Whether you are a novice or seasoned real estate investor, you have probably wondered what can be done with failed 1031 exchanges. Every investor's income and tax situation is unique, as are the circumstances surrounding a failed 1031 exchange so this is a question best asked of your tax advisor, but there is some general information you should know about what can be done with failed 1031 exchanges.

A 1031 exchange is a provision in the IRS code that allows tax deferment on capital gains when investment or business property is sold and exchanged for like kind property of equal or greater value within very specific time frames. There are other rules, including that the propert(ies) to be sold in the 1031 exchange are identified as such in the sales contract and the proceeds from the sale are transferred directly to a Qualified Intermediary who will transfer funds to purchase the replacement property. A Qualified Intermediary cannot be a relative or in any way a party to the real estate transactions.

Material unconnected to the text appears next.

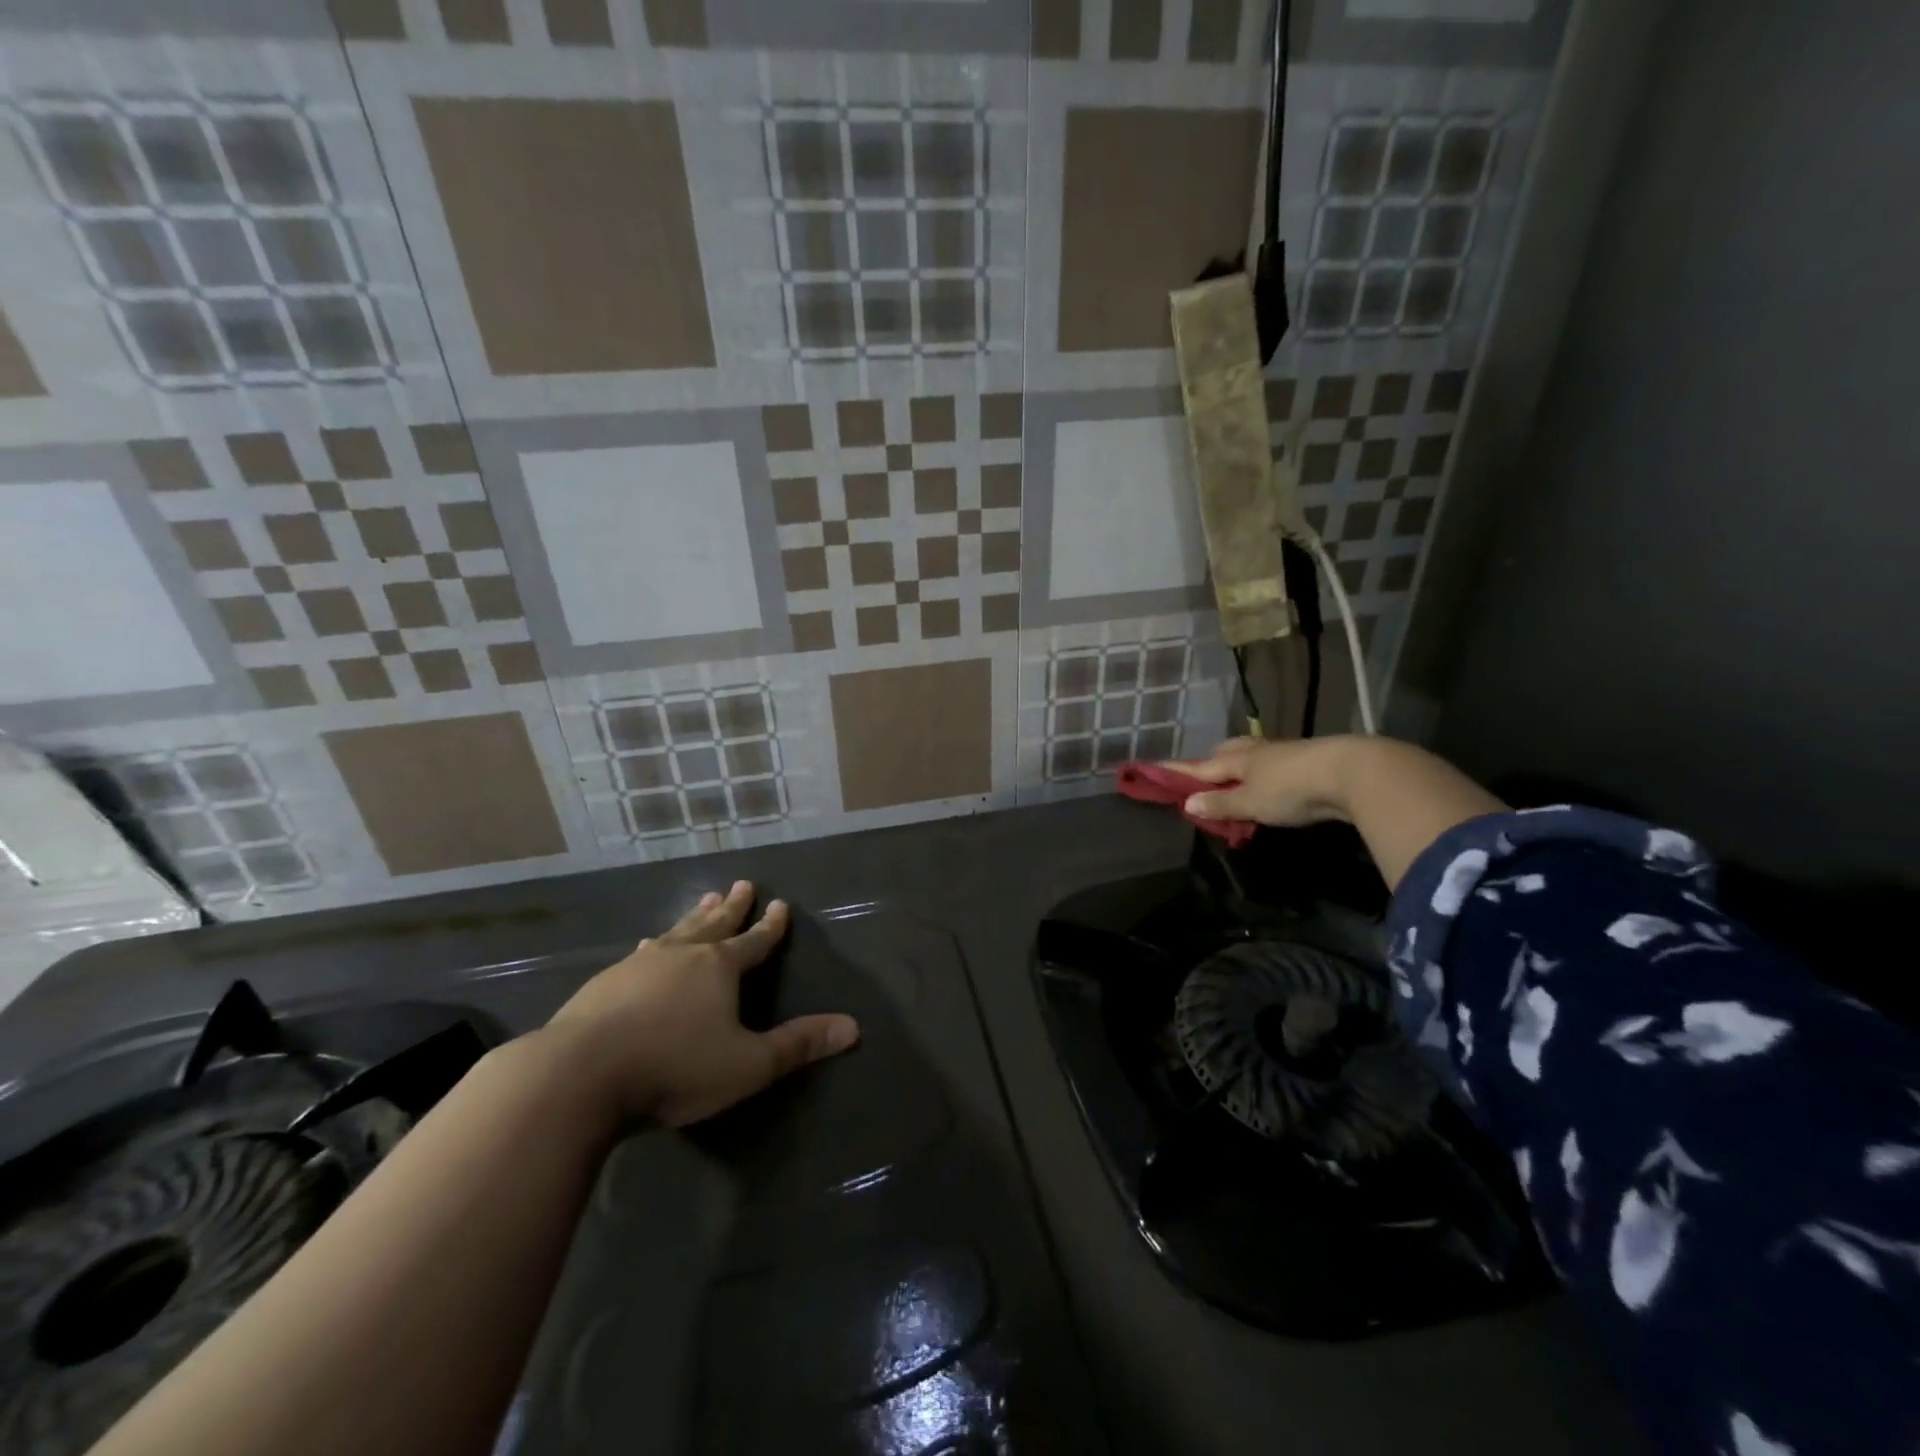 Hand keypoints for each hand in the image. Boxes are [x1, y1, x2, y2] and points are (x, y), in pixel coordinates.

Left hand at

Next, replacement properties to be purchased as part of a 1031 exchange must be identified within 45 days of the sale of the relinquished property and the replacement property must have its sale completed within 45 days of the sale of the original relinquished property. These rules are hard and fast, and there are no exceptions to them even if the 45th or 180th days fall on a Sunday or a federal holiday.

Unfortunately, sometimes a 1031 exchange can fail because the Qualified Intermediary failed to complete the purchase transaction; this can be due to negligence, error or even bankruptcy on the part of the Qualified Intermediary.

But what can be done with a failed 1031 exchange when replacement properties are not identified or purchased in time? If the exchange has failed, then the taxpayer will owe capital gains tax. One potential way to defer the tax into another tax year happens under the Installment Sales Rules of Section 453 of the IRS code. If your property was sold 44 days before the end of the calendar year, and you had appropriate language in your sales contract you would not have access to the funds until the 46th day, which falls into the next calendar year.

The IRS does have a safe harbor procedure for investors with failed exchanges due to Qualified Intermediary default. (Revenue Procedure No. 2010-14). Talk to your tax advisor to see what your best options are.